The 2nd Appellant’s brief was settled by P.A. Akubo SAN who adopted the said brief and formulated 7 issues for determination as follows:
(1) Whether upon a careful and dispassionate appraisal/evaluation of evidence in this case, the Prosecution (the Respondent herein) discharged the requisite burden of proof upon it so as to justify the conclusion, conviction and sentence of the 2nd Appellant for the offences of Criminal Conspiracy and Culpable Homicide punishable with death by the learned trial Judge contrary to Section 97 and 221 of the Penal Code. (Grounds 2, 7, 8, 11, 12 and 15).
(2) Whether the trial Court was right in overlooking or trivializing the manifold and manifest contradictions in the evidence of prosecution witnesses in this case. (Ground 13).
(3) Whether the Learned Trial Judge was right in admitting and utilizing inadmissible evidence, to wit; Exhibit “9”. (Grounds 9 and 10).
(4) Whether the learned Trial Judge was right in his conclusion that Exhibits “D1” – “D7” represented what happened between the accused persons and the deceased on the ground that Exhibit “9” corroborated Exhibits “D1 – D7″. (Ground 14).
(5) Whether the Learned Trial Judge accorded fair hearing to the 2nd Appellant by convicting and sentencing him for offences different from those, with which he was arraigned, charged and tried and for which no pleas were taken or issues joined. (Grounds 4, 5 and 6).
(6) Whether the arraignment, trial conviction and sentence of the Appellants, particularly the 2nd Appellant by the trial court for the offences of criminal conspiracy and Culpable Homicide was valid in law when no proper pleas were taken in this case having regard to Section 187(1) and (2) of the Criminal Procedure Code. (Ground 3).
(7) Whether the judgment of the Lower Court delivered in this case on 17th November, 2006, more than 90 days after the conclusion of addresses is not a nullity, having regard to Section 294(1) of the Constitution of the Federal Republic of Nigeria. (Ground 1).”

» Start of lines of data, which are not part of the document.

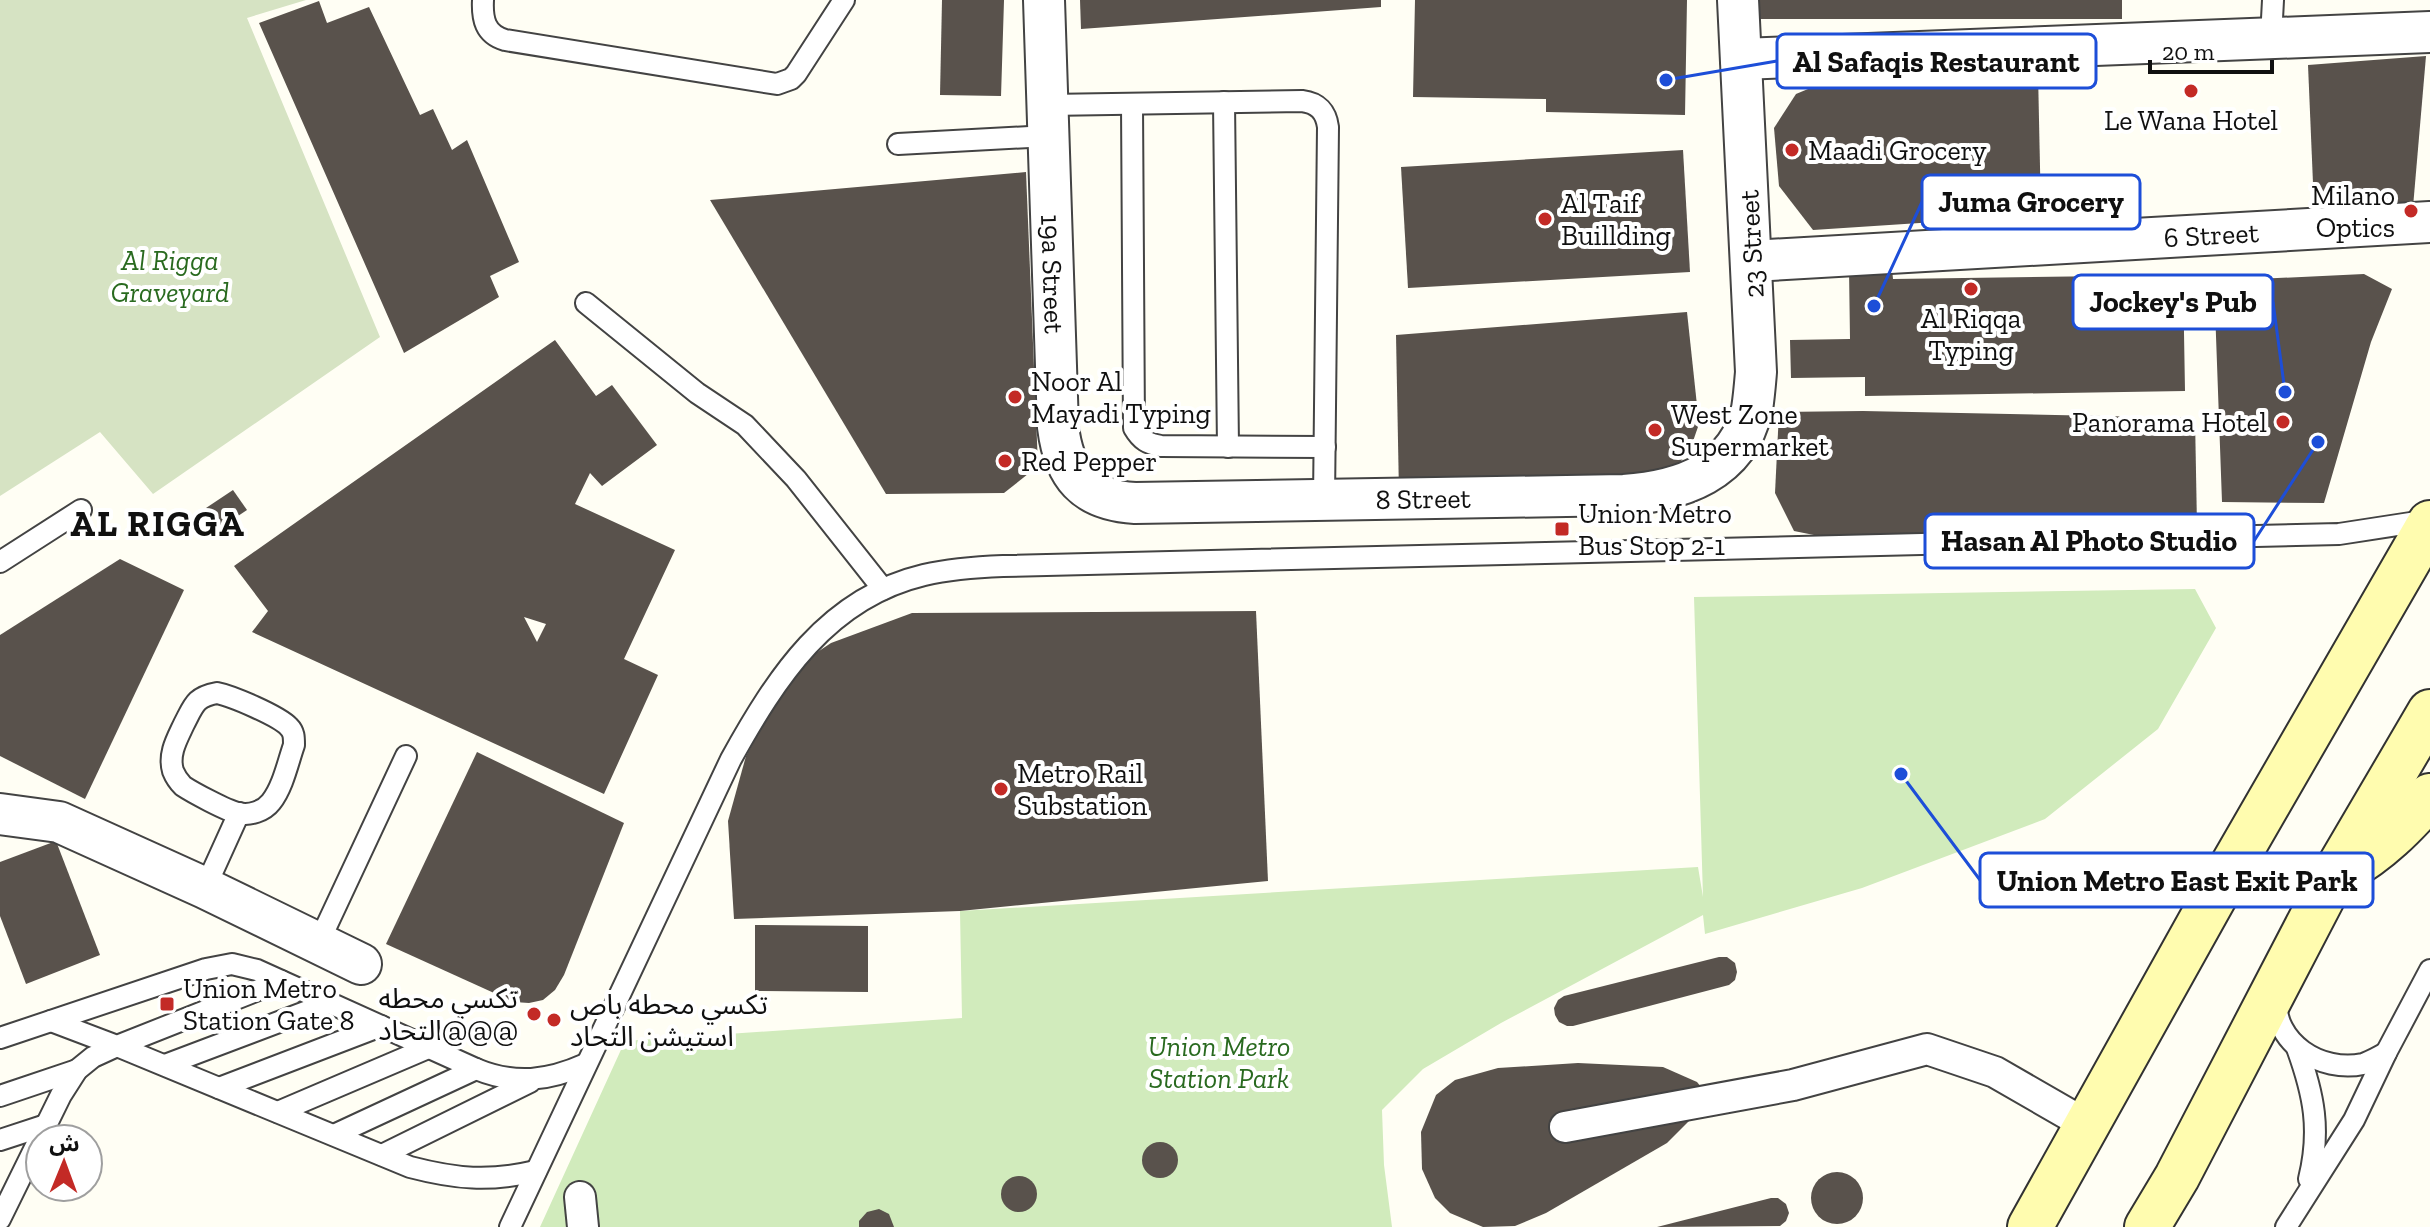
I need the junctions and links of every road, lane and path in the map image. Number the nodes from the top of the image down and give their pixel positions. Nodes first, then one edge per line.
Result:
1 (483, 0) edge
2 (844, 0) edge
3 (1044, 0) edge
4 (1738, 0) edge
5 (2272, 19) edge
6 (2430, 32) edge
7 (1741, 59) junction
8 (1224, 102) junction
9 (1132, 104) junction
10 (1048, 120) junction
11 (898, 144) dead end
12 (2430, 222) edge
13 (1752, 261) junction
14 (586, 303) dead end
15 (1228, 447) junction
16 (1325, 447) junction
17 (1709, 474) joint
18 (1324, 500) junction
19 (1135, 503) joint
20 (81, 510) dead end
21 (2430, 521) edge
22 (0, 562) edge
23 (2414, 583) edge
24 (883, 589) junction
25 (2430, 712) edge
26 (406, 756) dead end
27 (2430, 796) edge
28 (239, 813) junction
29 (0, 814) edge
30 (2332, 879) junction
31 (205, 888) junction
32 (318, 944) junction
33 (361, 964) dead end
34 (2430, 970) edge
35 (281, 981) junction
36 (2277, 981) junction
37 (329, 1003) junction
38 (51, 1021) junction
39 (381, 1026) junction
40 (0, 1038) edge
41 (117, 1046) junction
42 (428, 1048) junction
43 (2297, 1048) junction
44 (2386, 1053) junction
45 (586, 1064) junction
46 (165, 1065) junction
47 (476, 1069) junction
48 (77, 1070) junction
49 (534, 1080) junction
50 (219, 1088) junction
51 (0, 1096) edge
52 (278, 1112) junction
53 (47, 1123) edge
54 (2087, 1125) junction
55 (1565, 1127) dead end
56 (24, 1132) edge
57 (334, 1135) junction
58 (0, 1140) edge
59 (382, 1155) junction
60 (24, 1171) joint
61 (536, 1171) junction
62 (0, 1179) edge
63 (2306, 1195) junction
64 (0, 1219) edge
65 (510, 1227) edge
66 (2030, 1227) edge
67 (2147, 1227) edge
68 (2286, 1227) edge

1 - 2 lane
3 - 10 street, 19a Street
4 - 7 street, 23 Street
5 - 6 street
5 - 7 street
7 - 13 street, 23 Street
8 - 9 lane
8 - 15 lane
8 - 16 lane
9 - 10 lane
9 - 15 lane
10 - 11 lane
10 - 19 street, 19a Street
12 - 13 street, 6 Street
13 - 17 street, 23 Street
14 - 24 lane
15 - 16 lane
16 - 18 lane
17 - 18 street, 8 Street
18 - 19 street, 8 Street
20 - 22 lane
21 - 23 main road
21 - 24 lane
23 - 54 main road
24 - 45 lane
25 - 30 main road
26 - 32 lane
27 - 30 main road
28 - 28 lane
28 - 31 lane
29 - 31 street
30 - 36 main road
31 - 32 street
32 - 33 street
34 - 44 lane
35 - 37 lane
35 - 38 lane
35 - 41 lane
36 - 43 lane
36 - 67 main road
37 - 39 lane
37 - 46 lane
38 - 40 lane
38 - 41 lane
39 - 42 lane
39 - 50 lane
41 - 46 lane
41 - 48 lane
42 - 47 lane
42 - 52 lane
43 - 44 lane
43 - 63 lane
44 - 63 lane
45 - 49 lane
45 - 61 lane
46 - 50 lane
47 - 49 lane
47 - 57 lane
48 - 51 lane
48 - 53 lane
49 - 59 lane
50 - 52 lane
52 - 57 lane
54 - 55 street
54 - 66 main road
56 - 58 lane
57 - 59 lane
59 - 61 lane
60 - 62 lane
60 - 64 lane
61 - 65 lane
63 - 68 lane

The Respondent’s brief was settled by B.M. Umar Senior State Counsel Ministry of Justice Borno State. He adopted the said brief, formulated only one issue, but however proffered arguments on all the issues formulated by the three Appellants.
The learned counsel to the 1st and 3rd Appellants raised a question on jurisdiction in his issue one. The 2nd Appellant’s learned counsel raised the same issue in his issue 7.
The issue was –
Whether the judgment of the Lower Court, delivered in this case on 17th November, 2006, more than 90 days after the conclusion of addresses is not a nullity, having regard to Section 294(1) of the Constitution of the Federal Republic of Nigeria 1999.
The learned counsel to the 2nd Appellant, raised another issue on jurisdiction in his issue 6 which reads thus:
Whether the arraignment, trial conviction and sentence of the Appellants, particularly the 2nd Appellant by the trial court for the offences of criminal conspiracy and Culpable Homicide was valid in law when no proper pleas were taken in this case having regard to Section 187(1) and (2) of the Criminal Procedure Code. (Ground 3).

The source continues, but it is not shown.